How did Pirates Cove Zipline and Water Park respond to reports of an attack?

"At Pirates Cove, the safety of our guests and team members is always paramount," a spokesperson for Pirates Cove Zipline and Water Park said in an email.

"We regret that our guests experienced this incident, and we remain steadfast in our commitment to aid police in the collection of evidence in response to these allegations, including providing police access to video from the 16 cameras around the beach facility where the assault of the two guests allegedly occurred.

"We take great pride in ensuring our guests have a safe and enjoyable experience when visiting Pirates Cove. In addition to having safety personnel and CCTV surveillance throughout the park, employees and vendors of Pirates Cove must follow strict guidelines when interacting with guests. We have a zero-tolerance policy for fraternizing with guests or behaving in a manner that is unsafe.

"While there is an active police investigation into these serious allegations, we have terminated the employment of the two accused, as the behavior seen on tape by management indicates that at a minimum, they violated our zero-tolerance policy."

What is the travel warning for the Bahamas?

The  United States Department of State  issued a  Level 2 travel advisory  for travelers heading to the Bahamas in January.

The  advisory warns travelers  to "exercise increased caution" due to crime, specifically on the islands of New Providence, which includes Nassau, and Grand Bahama, which includes Freeport.

"Violent crime —  such as burglaries, armed robberies, and sexual assaults —  occur in both tourist and non-tourist areas. Be vigilant when staying at short-term vacation rental properties where private security companies do not have a presence, " the State Department said.  

Bahamas travel warning: Heading to the Bahamas? Here's what you should know about travel warning

Carnival sails out of four Florida ports

Carnival offers tours out of four Florida locations : Jacksonville, Port Canaveral, Miami and Tampa.

Carnival Elation sails out of Jacksonville, offering tours to the Bahamas and Caribbean.
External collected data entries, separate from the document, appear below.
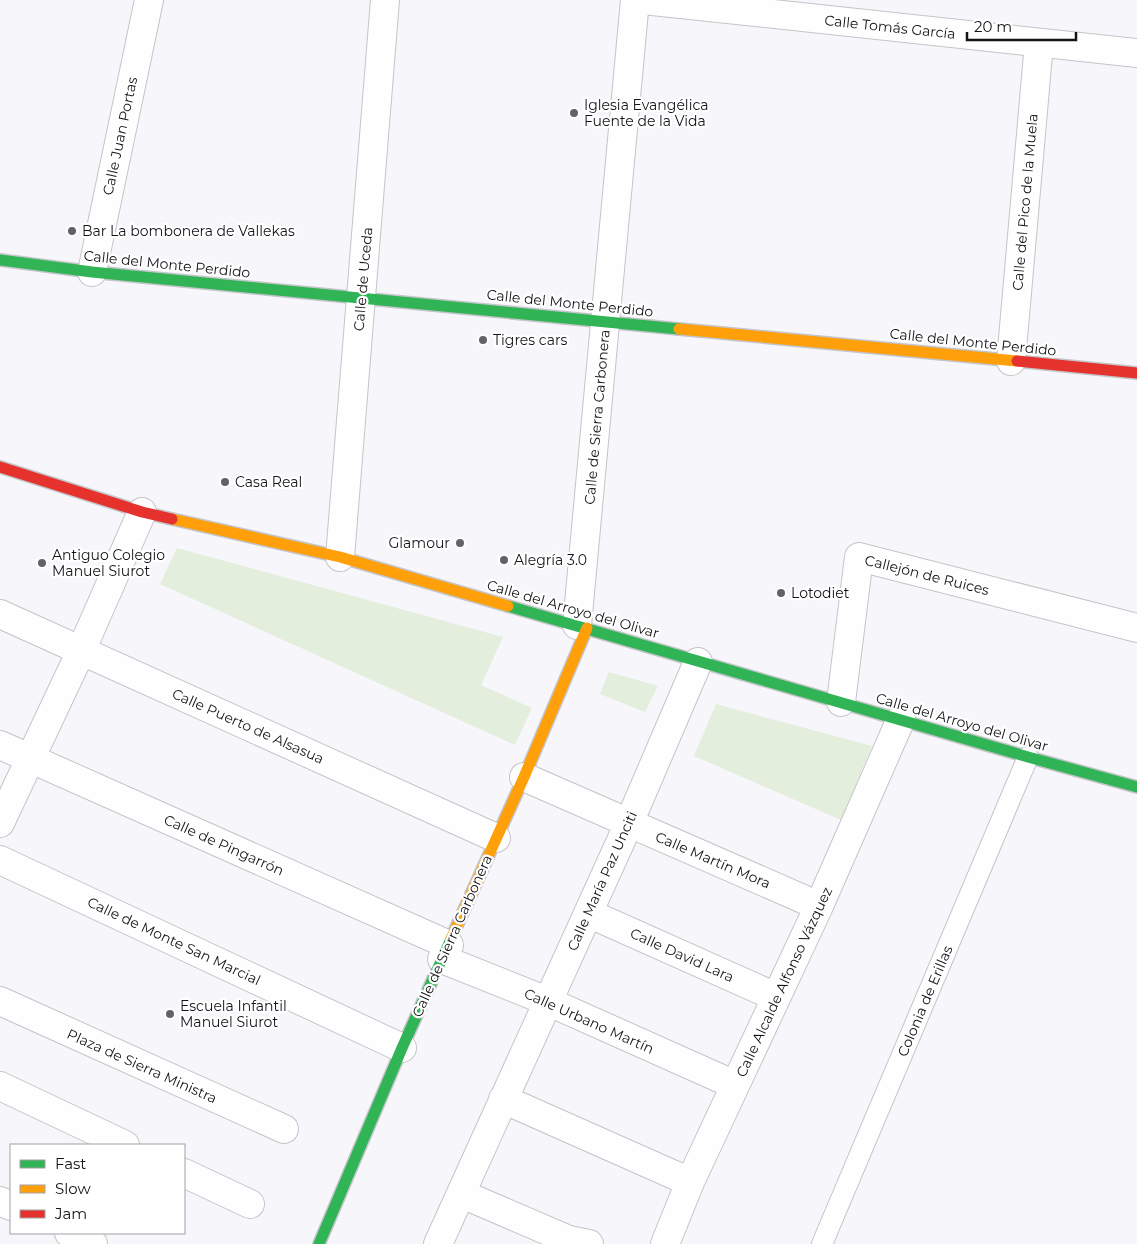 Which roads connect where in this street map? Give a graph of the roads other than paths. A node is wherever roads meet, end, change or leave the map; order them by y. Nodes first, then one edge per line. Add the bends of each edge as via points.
1 (149, 0) edge
2 (385, 0) edge
3 (635, 0) edge
4 (643, 0) edge
5 (1039, 42) junction
6 (1137, 53) edge
7 (0, 260) edge
8 (92, 272) junction
9 (362, 298) junction
10 (606, 322) junction
11 (1011, 361) junction
12 (1137, 373) edge
13 (0, 466) edge
14 (142, 512) junction
15 (340, 557) junction
16 (0, 614) edge
17 (582, 627) junction
18 (1137, 628) edge
19 (80, 652) junction
20 (698, 662) junction
21 (841, 702) junction
22 (901, 719) junction
23 (0, 745) edge
24 (1028, 757) junction
25 (30, 759) junction
26 (524, 777) junction
27 (1137, 787) edge
28 (0, 823) edge
29 (629, 824) junction
30 (496, 838) junction
31 (0, 860) edge
32 (820, 906) junction
33 (588, 912) junction
34 (446, 952) junction
35 (776, 997) junction
36 (547, 1001) junction
37 (0, 1002) edge
38 (402, 1048) junction
39 (735, 1085) junction
40 (0, 1086) edge
41 (503, 1099) junction
42 (284, 1129) dead end
43 (123, 1144) edge
44 (185, 1173) edge
45 (690, 1182) junction
46 (462, 1194) junction
47 (250, 1204) dead end
48 (71, 1234) edge
49 (93, 1244) edge
50 (319, 1244) edge
51 (438, 1244) edge
52 (588, 1244) edge
53 (665, 1244) edge
54 (822, 1244) edge

1 - 8 street, Calle Juan Portas
2 - 9 street, Calle de Uceda
3 - 10 street, Calle de Sierra Carbonera
4 - 5 street, Calle Tomás García
5 - 6 street, Calle Tomás García
5 - 11 street, Calle del Pico de la Muela
7 - 8 street, Calle del Monte Perdido
8 - 9 street, Calle del Monte Perdido
9 - 10 street, Calle del Monte Perdido
9 - 15 street, Calle de Uceda
10 - 11 street, Calle del Monte Perdido
10 - 17 street, Calle de Sierra Carbonera
11 - 12 street, Calle del Monte Perdido
13 - 14 street, Calle del Arroyo del Olivar
14 - 15 street, Calle del Arroyo del Olivar
14 - 19 street
15 - 17 street, Calle del Arroyo del Olivar
16 - 19 street, Calle Puerto de Alsasua
17 - 20 street, Calle del Arroyo del Olivar
17 - 26 street, Calle de Sierra Carbonera
18 - 21 street, Callejón de Ruices via 859,557
19 - 25 street
19 - 30 street, Calle Puerto de Alsasua
20 - 21 street, Calle del Arroyo del Olivar
20 - 29 street, Calle María Paz Unciti
21 - 22 street, Calle del Arroyo del Olivar
22 - 24 street, Calle del Arroyo del Olivar
22 - 32 street, Calle Alcalde Alfonso Vázquez
23 - 25 street, Calle de Pingarrón
24 - 27 street, Calle del Arroyo del Olivar
24 - 54 lane, Colonia de Erillas
25 - 28 street
25 - 34 street, Calle de Pingarrón
26 - 29 street, Calle Martín Mora
26 - 30 street, Calle de Sierra Carbonera
29 - 32 street, Calle Martín Mora
29 - 33 street, Calle María Paz Unciti
30 - 34 street, Calle de Sierra Carbonera
31 - 38 street, Calle de Monte San Marcial
32 - 35 street, Calle Alcalde Alfonso Vázquez
33 - 35 street, Calle David Lara
33 - 36 street, Calle María Paz Unciti
34 - 36 street, Calle Urbano Martín
34 - 38 street, Calle de Sierra Carbonera
35 - 39 street, Calle Alcalde Alfonso Vázquez
36 - 39 street, Calle Urbano Martín
36 - 41 street, Calle María Paz Unciti
37 - 42 street, Plaza de Sierra Ministra
38 - 50 street, Calle de Sierra Carbonera
39 - 45 street, Calle Alcalde Alfonso Vázquez
40 - 43 street
41 - 45 street
41 - 46 street, Calle María Paz Unciti
44 - 47 street
45 - 53 street, Calle Alcalde Alfonso Vázquez
46 - 51 street, Calle María Paz Unciti
46 - 52 street via 569,1240
48 - 49 street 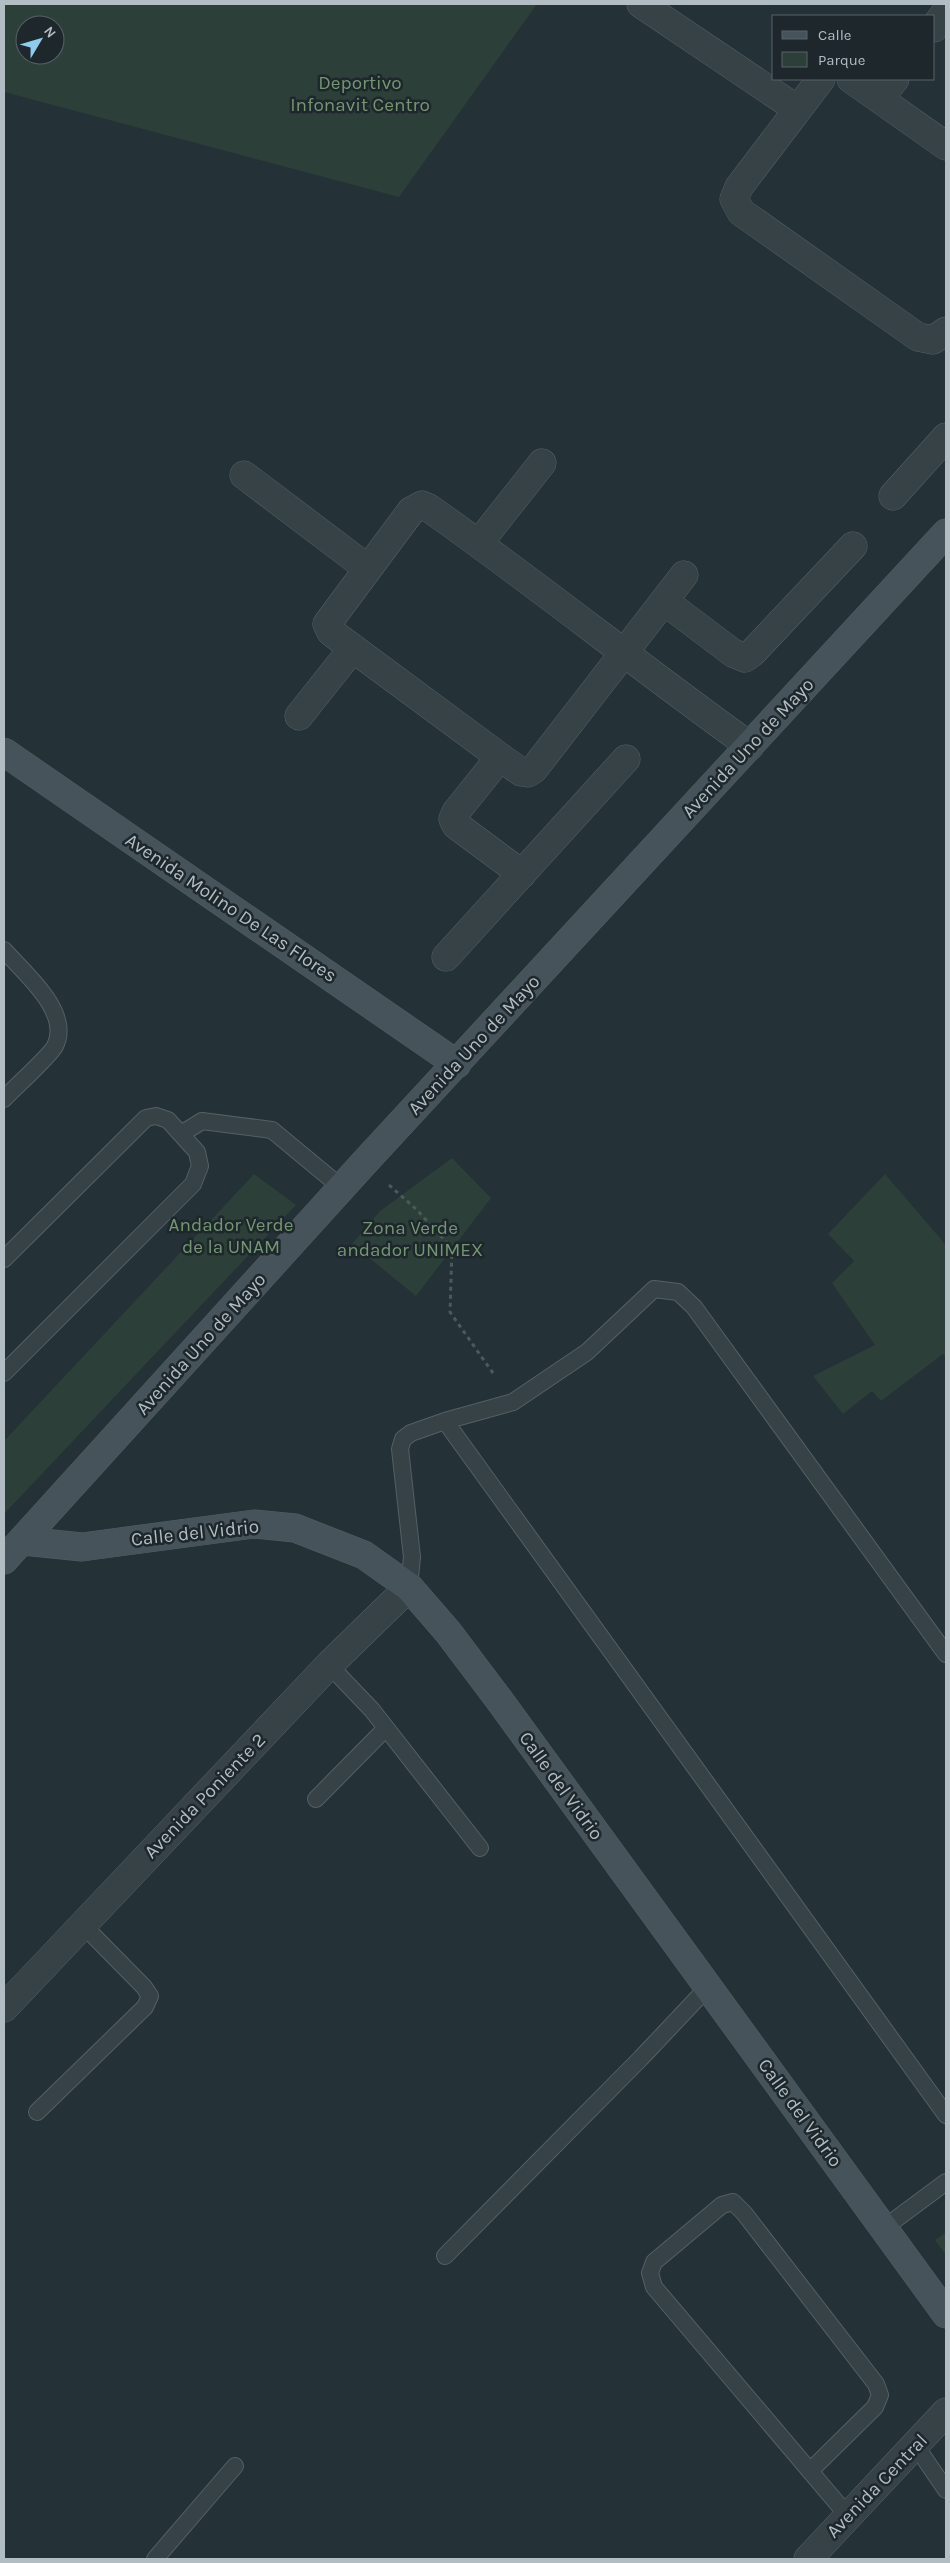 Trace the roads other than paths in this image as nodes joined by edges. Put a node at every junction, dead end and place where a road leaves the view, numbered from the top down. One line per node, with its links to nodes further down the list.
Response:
1 (641, 4): 7 (street)
2 (946, 12): 3 (street)
3 (935, 27)
4 (820, 80): 7 (street)
5 (855, 80): 6 (street)
6 (887, 88): 8 (street)
7 (797, 109): 9 (street)
8 (946, 146)
9 (946, 331)
10 (946, 437): 13 (street)
11 (542, 462): 15 (street)
12 (244, 475): 17 (street)
13 (892, 496)
14 (946, 533): 23 (main road, Avenida Uno de Mayo)
15 (479, 543): 17 (street); 21 (street)
16 (853, 546): 19 (street)
17 (367, 568): 20 (street)
18 (684, 575): 19 (street)
19 (664, 601): 21 (street)
20 (353, 648): 22 (street); 25 (street)
21 (625, 654): 23 (street); 25 (street)
22 (299, 716)
23 (750, 746): 30 (main road, Avenida Uno de Mayo)
24 (4, 752): 30 (main road, Avenida Molino De Las Flores)
25 (500, 757): 27 (street)
26 (626, 759): 27 (street)
27 (522, 874): 29 (street)
28 (4, 950): 31 (lane)
29 (446, 957)
30 (457, 1064): 33 (main road, Avenida Uno de Mayo)
31 (4, 1098)
32 (181, 1134): 33 (lane); 34 (lane); 35 (lane)
33 (342, 1188): 37 (main road, Avenida Uno de Mayo)
34 (4, 1259)
35 (4, 1373)
36 (445, 1420): 39 (lane); 40 (lane); 49 (lane)
37 (23, 1541): 38 (main road, Avenida Uno de Mayo); 39 (main road, Calle del Vidrio)
38 (4, 1560)
39 (409, 1587): 41 (street, Avenida Poniente 2); 46 (main road, Calle del Vidrio)
40 (946, 1654)
41 (329, 1665): 42 (lane); 45 (street, Avenida Poniente 2)
42 (386, 1728): 43 (lane); 44 (lane)
43 (316, 1799)
44 (480, 1848)
45 (82, 1924): 47 (street, Avenida Poniente 2); 48 (lane)
46 (708, 1987): 51 (main road, Calle del Vidrio); 52 (lane)
47 (4, 2008)
48 (37, 2112)
49 (946, 2115)
50 (946, 2182): 51 (lane)
51 (884, 2228): 53 (main road, Calle del Vidrio)
52 (445, 2256)
53 (946, 2314)
54 (946, 2412): 55 (street, Avenida Central)
55 (916, 2446): 58 (lane); 59 (street, Avenida Central)
56 (235, 2466): 60 (lane)
57 (810, 2471): 57 (lane); 59 (lane)
58 (946, 2490)
59 (848, 2516): 61 (street, Avenida Central)
60 (155, 2559)
61 (808, 2559)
Five ships — Mardi Gras,Vista, Freedom, Glory, Liberty — sail out of Cape Canaveral . Destinations depend on the ship and range from the Bahamas and Caribbean to transatlantic cruises and the Panama Canal.

Six ships — Celebration, Spirit, Horizon, Sunrise, Magic, and Conquest — sail out of Miami . Destinations depend on the ship and range from the Bahamas and Caribbean to Alaska, transatlantic cruises and the Panama Canal.

Five ships — Spirit, Miracle, Legend, Paradise and Price — sail out of Tampa . Destinations depend on the ship and range from the Bahamas and Caribbean to Alaska, Seattle, Greenland, Canada, Mexico, transatlantic cruises and the Panama Canal.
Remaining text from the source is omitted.